- **About this exercise**
Exact reproduction of the data is required, with images excluded.

(Beginning of Dataset section)

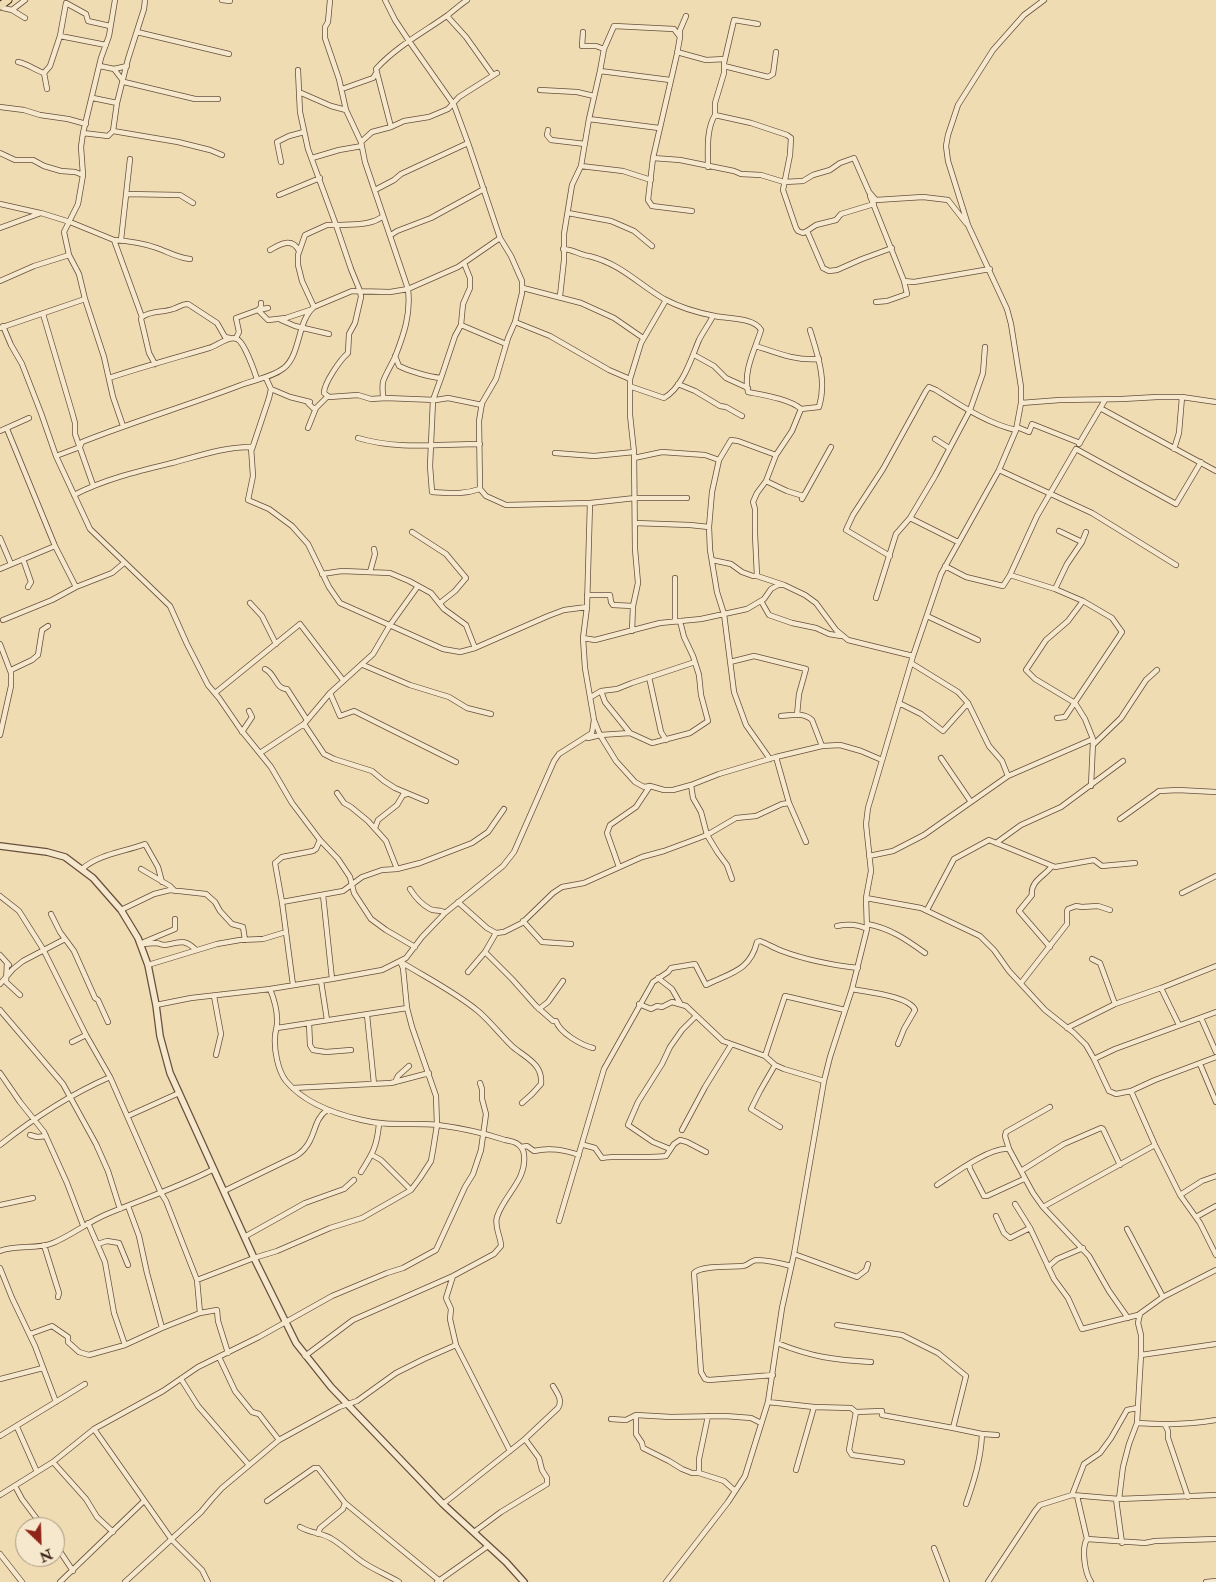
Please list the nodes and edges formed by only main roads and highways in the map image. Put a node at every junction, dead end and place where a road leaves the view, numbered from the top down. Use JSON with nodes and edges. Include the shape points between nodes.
{"nodes":[{"id":1,"x":8,"y":0,"type":"edge"},
{"id":2,"x":1,"y":6,"type":"edge"}],
"edges":[{"from":1,"to":2,"type":"highway"}]}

(End of Dataset section)

- **Result below**
Please list the nodes and edges formed by only main roads and highways in the map image. Put a node at every junction, dead end and place where a road leaves the view, numbered from the top down. Use JSON with nodes and edges. Include the shape points between nodes.
{"nodes":[{"id":1,"x":8,"y":0,"type":"edge"},
{"id":2,"x":1,"y":6,"type":"edge"}],
"edges":[{"from":1,"to":2,"type":"highway"}]}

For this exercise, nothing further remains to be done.